Пиво слегка опьянило его. Впервые он подумал, что хорошо бы освободиться от своей неудобной любви. В жизни ведь есть и кое-что другое, он понял это. Дружба, привязанность, а главное, понимание, вот этой, например, замечательной женщины, Фанни, на которой так умно и так счастливо женился его дядюшка. Они перешли в салон. Фанни взяла в руки вязанье – вот уже месяц, как она начала вязать. Для женщин в несчастье вязание – один из спасительных выходов. Эдуар сел у ее ног. Они зажгли камин. Им обоим стало полегче – и ей, и ему.
– Ну, расскажите мне, что у вас там не ладится, – через какое-то время сказала Фанни.

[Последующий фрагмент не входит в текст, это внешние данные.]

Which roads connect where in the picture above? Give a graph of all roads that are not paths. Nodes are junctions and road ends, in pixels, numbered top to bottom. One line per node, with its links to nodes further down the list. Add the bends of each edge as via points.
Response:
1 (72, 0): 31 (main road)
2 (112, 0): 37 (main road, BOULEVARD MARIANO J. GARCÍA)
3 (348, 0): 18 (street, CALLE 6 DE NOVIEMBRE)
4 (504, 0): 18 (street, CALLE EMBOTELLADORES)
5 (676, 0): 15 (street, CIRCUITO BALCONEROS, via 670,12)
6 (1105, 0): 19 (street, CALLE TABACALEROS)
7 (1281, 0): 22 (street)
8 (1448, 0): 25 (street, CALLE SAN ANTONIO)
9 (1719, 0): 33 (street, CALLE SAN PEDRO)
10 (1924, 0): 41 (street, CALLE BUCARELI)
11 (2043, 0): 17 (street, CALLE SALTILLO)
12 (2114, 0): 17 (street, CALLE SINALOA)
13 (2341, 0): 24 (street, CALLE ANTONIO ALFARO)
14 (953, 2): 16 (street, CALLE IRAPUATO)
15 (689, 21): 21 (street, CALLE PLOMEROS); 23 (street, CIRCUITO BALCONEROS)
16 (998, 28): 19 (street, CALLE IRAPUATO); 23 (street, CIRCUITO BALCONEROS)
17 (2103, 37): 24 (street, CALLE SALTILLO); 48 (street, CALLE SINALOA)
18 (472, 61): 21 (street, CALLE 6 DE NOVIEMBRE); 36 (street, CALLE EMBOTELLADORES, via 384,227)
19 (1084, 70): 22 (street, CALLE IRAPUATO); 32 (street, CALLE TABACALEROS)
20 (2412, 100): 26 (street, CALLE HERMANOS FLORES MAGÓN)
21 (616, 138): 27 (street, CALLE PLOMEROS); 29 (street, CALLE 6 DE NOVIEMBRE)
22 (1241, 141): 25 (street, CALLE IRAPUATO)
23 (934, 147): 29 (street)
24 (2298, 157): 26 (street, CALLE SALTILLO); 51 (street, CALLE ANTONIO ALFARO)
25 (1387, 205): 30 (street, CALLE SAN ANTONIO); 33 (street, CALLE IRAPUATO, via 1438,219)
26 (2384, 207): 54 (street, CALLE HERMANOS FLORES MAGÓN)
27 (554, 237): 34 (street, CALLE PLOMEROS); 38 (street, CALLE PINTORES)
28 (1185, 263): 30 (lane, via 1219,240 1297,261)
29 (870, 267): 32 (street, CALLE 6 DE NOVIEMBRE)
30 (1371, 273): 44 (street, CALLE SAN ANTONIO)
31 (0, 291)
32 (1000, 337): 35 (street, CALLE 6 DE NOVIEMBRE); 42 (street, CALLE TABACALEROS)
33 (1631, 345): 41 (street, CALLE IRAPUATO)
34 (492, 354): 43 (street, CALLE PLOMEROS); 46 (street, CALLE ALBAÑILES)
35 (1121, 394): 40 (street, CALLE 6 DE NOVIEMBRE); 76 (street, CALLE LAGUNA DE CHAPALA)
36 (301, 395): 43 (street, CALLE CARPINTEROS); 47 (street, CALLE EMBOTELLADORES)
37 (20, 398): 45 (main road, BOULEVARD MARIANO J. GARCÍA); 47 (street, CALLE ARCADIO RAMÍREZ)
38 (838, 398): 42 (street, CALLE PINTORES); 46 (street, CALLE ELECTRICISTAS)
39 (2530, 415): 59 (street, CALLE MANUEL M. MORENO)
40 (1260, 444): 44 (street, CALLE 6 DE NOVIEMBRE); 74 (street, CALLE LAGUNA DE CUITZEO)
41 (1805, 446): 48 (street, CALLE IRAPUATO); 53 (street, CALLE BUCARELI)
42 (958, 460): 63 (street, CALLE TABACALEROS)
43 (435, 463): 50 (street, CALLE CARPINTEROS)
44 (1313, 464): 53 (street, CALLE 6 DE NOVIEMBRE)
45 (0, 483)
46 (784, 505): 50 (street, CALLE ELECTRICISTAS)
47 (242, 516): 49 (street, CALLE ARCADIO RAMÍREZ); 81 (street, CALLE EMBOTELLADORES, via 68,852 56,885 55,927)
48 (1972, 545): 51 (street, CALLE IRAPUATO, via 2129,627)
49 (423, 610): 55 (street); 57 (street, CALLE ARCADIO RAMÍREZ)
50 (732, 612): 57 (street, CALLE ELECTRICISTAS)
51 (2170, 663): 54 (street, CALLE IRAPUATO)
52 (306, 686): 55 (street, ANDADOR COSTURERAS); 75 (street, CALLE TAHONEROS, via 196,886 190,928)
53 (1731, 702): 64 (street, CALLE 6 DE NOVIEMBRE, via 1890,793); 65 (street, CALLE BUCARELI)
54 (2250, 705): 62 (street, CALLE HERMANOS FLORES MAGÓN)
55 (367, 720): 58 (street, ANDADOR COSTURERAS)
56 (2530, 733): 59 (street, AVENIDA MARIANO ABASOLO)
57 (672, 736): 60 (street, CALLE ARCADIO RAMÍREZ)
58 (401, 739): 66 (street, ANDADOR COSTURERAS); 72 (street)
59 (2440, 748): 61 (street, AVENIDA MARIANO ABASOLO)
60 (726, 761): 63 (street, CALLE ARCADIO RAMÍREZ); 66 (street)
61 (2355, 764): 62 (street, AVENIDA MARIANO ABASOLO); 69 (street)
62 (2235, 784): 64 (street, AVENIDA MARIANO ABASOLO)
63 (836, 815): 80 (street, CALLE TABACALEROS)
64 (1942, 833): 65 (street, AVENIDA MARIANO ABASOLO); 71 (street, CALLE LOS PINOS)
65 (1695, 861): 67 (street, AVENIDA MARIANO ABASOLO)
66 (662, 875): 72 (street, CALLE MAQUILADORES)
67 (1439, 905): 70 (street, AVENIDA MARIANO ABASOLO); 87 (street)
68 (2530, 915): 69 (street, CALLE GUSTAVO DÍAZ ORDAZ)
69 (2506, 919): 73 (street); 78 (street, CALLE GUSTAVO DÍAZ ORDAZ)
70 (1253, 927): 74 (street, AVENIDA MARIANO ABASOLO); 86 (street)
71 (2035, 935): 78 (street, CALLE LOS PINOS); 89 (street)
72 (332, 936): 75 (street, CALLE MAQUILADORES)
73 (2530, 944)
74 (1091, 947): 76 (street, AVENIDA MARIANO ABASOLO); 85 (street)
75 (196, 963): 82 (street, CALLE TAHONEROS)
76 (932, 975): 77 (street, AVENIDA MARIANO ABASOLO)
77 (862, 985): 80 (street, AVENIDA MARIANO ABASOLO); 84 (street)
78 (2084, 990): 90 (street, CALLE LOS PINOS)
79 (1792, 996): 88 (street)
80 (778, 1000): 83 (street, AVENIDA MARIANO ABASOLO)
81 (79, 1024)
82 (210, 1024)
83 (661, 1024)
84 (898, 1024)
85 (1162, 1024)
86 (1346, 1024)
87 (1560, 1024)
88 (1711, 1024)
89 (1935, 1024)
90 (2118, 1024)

Она была уверена, что он заговорит о Беатрис, и ей в конце концов даже стало любопытно, что же она такое? Фанни всегда считала ее красивой, довольно живой и глуповатой. Может, Эдуар объяснит, в чем секрет ее обаяния? К тому же она была почти уверена, что Ален одержим некой идеей, а не самой Беатрис.
– Вы ведь знаете, что мы… ну, что Беатрис и я…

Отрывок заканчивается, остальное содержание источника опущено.